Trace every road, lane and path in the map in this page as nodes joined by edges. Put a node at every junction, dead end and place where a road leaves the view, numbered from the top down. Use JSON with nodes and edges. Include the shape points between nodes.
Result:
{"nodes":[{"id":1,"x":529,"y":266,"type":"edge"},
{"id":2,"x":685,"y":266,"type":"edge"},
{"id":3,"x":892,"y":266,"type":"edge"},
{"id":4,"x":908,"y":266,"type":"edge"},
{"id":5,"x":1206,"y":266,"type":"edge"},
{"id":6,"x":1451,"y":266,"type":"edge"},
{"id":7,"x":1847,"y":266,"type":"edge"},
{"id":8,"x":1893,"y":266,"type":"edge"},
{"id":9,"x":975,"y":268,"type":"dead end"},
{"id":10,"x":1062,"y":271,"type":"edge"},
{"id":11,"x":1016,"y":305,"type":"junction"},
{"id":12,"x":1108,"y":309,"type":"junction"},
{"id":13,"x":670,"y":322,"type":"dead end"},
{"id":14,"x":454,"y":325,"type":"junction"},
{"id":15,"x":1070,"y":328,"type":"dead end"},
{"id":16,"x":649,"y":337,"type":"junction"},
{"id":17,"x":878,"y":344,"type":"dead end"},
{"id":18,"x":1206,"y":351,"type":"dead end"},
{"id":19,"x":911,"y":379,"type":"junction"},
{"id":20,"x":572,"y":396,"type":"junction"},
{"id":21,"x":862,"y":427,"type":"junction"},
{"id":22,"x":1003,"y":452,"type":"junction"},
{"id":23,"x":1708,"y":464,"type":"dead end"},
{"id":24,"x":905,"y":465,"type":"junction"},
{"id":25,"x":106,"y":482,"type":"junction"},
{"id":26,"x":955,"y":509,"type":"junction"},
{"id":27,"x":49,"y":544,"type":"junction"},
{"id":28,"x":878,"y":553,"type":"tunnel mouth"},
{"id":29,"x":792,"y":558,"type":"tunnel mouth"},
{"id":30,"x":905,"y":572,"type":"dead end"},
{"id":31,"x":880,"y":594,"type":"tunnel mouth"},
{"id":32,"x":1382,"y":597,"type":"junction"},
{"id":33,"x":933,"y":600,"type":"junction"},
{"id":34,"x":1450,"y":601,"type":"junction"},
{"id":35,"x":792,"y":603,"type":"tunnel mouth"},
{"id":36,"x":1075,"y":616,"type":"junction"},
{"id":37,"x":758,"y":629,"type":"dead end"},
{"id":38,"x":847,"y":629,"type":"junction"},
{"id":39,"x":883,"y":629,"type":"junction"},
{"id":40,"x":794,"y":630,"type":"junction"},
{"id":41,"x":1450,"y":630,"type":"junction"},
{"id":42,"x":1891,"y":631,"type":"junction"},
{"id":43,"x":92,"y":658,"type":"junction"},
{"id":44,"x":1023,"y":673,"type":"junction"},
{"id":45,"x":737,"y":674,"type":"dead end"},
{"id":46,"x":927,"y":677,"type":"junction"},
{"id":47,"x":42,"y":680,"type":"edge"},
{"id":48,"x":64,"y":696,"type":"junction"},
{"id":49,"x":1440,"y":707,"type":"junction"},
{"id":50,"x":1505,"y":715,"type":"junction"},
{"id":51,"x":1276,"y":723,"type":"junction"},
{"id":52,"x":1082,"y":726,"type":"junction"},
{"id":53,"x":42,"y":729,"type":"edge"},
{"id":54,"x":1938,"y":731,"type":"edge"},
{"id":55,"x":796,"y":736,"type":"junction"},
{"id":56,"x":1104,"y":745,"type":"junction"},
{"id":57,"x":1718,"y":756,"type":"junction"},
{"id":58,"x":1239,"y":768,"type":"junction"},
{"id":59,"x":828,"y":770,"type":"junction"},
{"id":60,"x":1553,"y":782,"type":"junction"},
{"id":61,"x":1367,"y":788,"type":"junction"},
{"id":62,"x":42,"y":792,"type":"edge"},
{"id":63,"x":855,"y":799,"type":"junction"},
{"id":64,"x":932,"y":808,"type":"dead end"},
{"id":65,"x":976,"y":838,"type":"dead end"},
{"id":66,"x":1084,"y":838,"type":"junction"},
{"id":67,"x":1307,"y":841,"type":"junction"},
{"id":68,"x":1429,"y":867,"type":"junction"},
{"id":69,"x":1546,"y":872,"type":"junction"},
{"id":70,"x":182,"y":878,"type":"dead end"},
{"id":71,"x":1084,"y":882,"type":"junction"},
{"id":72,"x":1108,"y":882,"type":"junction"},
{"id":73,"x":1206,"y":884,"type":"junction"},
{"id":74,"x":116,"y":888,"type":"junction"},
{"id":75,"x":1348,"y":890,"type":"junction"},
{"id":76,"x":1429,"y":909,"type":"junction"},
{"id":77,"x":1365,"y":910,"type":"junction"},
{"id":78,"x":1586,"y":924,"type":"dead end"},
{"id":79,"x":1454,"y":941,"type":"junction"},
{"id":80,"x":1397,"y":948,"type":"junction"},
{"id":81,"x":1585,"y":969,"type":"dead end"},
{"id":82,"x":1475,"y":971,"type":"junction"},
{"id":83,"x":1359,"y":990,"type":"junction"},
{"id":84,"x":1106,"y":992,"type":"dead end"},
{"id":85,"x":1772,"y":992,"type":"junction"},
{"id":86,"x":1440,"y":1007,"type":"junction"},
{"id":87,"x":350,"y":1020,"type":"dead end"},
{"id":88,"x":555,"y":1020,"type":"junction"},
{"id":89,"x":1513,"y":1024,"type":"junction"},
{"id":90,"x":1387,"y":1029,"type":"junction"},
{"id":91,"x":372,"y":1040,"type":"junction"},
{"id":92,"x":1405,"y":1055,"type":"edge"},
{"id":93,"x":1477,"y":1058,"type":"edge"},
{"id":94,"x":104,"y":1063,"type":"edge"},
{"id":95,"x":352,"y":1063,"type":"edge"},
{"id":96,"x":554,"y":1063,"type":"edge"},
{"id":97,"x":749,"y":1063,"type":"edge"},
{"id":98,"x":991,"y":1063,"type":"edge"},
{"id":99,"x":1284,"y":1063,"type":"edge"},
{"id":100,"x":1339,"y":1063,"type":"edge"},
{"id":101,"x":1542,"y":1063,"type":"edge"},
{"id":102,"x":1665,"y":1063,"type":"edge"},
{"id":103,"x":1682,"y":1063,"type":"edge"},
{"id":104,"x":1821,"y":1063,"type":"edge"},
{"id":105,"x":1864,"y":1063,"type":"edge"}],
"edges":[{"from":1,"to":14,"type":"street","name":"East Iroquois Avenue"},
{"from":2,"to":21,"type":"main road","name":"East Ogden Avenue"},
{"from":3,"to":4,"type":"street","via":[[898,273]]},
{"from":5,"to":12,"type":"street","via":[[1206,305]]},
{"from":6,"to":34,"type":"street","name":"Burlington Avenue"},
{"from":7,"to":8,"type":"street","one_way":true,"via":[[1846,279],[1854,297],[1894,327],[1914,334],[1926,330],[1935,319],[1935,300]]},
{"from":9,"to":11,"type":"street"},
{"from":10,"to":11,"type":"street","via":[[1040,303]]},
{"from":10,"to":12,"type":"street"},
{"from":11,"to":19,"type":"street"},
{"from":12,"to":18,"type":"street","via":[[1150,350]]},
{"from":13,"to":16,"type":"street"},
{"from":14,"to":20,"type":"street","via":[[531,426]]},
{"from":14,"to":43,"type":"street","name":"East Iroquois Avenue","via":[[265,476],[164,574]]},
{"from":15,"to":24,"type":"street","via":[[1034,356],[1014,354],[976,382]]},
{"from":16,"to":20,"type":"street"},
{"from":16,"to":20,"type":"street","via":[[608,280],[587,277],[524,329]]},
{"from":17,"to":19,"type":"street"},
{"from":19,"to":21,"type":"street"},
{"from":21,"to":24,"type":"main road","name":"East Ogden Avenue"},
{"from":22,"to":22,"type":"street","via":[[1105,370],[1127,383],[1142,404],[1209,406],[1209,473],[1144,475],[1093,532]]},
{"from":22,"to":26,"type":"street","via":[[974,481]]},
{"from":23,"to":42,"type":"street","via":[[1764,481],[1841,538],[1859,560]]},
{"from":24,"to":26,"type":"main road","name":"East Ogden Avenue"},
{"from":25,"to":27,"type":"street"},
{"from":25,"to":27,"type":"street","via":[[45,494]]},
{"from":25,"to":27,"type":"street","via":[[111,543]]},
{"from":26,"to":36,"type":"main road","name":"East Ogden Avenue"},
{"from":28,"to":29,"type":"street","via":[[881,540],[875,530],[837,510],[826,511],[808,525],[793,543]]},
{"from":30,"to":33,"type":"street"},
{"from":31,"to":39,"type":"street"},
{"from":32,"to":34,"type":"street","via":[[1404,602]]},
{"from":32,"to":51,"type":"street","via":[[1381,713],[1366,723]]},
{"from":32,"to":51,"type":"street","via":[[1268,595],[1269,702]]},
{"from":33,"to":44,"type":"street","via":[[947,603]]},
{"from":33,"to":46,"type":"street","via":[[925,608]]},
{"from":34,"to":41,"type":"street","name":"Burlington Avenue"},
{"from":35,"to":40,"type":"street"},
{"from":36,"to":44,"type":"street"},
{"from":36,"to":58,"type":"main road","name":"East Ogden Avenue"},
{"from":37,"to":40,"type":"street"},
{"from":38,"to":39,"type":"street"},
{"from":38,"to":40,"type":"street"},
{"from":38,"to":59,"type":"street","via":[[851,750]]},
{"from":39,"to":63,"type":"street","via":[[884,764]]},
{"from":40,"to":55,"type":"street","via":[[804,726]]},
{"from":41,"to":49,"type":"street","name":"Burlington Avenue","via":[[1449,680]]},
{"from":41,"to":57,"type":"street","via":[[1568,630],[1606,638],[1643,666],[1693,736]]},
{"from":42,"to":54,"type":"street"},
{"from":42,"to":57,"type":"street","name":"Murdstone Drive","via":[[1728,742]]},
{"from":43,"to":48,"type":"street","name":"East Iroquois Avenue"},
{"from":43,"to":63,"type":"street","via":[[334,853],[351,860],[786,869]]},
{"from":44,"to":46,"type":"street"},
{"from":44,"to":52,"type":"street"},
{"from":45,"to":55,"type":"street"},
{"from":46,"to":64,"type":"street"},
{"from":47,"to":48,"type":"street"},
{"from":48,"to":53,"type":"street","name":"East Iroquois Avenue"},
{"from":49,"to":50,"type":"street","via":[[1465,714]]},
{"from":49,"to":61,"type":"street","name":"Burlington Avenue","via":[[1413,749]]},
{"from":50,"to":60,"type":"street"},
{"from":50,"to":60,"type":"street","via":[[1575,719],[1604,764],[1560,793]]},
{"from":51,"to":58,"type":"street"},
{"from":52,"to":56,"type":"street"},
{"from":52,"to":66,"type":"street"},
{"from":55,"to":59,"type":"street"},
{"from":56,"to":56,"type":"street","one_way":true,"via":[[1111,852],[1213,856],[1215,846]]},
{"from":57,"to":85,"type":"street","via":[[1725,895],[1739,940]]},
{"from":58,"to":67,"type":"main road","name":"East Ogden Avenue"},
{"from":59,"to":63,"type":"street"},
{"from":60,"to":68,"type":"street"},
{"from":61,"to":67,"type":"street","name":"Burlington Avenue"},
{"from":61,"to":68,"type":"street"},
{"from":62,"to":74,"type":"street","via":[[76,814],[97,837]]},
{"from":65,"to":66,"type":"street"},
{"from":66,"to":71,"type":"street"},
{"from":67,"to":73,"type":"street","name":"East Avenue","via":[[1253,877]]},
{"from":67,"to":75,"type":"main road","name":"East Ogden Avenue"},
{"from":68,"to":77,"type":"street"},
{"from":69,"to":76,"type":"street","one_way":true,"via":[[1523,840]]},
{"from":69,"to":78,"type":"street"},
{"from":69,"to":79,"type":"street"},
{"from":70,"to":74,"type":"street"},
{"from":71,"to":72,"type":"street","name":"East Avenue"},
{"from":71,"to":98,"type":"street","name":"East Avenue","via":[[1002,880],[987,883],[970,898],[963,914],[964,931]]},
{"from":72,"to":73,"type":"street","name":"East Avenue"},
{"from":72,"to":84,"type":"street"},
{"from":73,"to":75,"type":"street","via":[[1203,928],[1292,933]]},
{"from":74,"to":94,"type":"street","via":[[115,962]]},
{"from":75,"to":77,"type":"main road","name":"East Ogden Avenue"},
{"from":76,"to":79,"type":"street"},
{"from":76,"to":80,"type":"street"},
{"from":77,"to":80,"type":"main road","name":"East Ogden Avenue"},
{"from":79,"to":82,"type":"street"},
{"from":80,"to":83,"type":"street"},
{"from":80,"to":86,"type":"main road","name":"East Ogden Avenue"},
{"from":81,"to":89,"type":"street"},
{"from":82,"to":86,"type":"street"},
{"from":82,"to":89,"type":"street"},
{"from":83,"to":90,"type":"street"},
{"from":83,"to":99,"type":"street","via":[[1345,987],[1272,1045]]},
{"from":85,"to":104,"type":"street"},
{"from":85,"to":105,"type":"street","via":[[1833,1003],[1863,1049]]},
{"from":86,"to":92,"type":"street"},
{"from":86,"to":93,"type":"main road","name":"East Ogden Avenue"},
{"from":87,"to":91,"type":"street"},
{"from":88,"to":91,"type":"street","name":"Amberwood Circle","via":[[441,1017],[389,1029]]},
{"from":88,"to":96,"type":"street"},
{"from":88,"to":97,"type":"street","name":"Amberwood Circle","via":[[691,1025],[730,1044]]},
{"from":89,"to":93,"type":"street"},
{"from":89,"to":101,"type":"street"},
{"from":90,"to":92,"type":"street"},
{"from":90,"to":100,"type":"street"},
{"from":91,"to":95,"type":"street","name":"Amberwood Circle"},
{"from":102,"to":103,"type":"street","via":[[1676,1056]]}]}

**What needs to be done**: List the lines of the entries that include "Amberwood".

**Written solution**:
{"from":88,"to":91,"type":"street","name":"Amberwood Circle","via":[[441,1017],[389,1029]]},
{"from":88,"to":97,"type":"street","name":"Amberwood Circle","via":[[691,1025],[730,1044]]},
{"from":91,"to":95,"type":"street","name":"Amberwood Circle"},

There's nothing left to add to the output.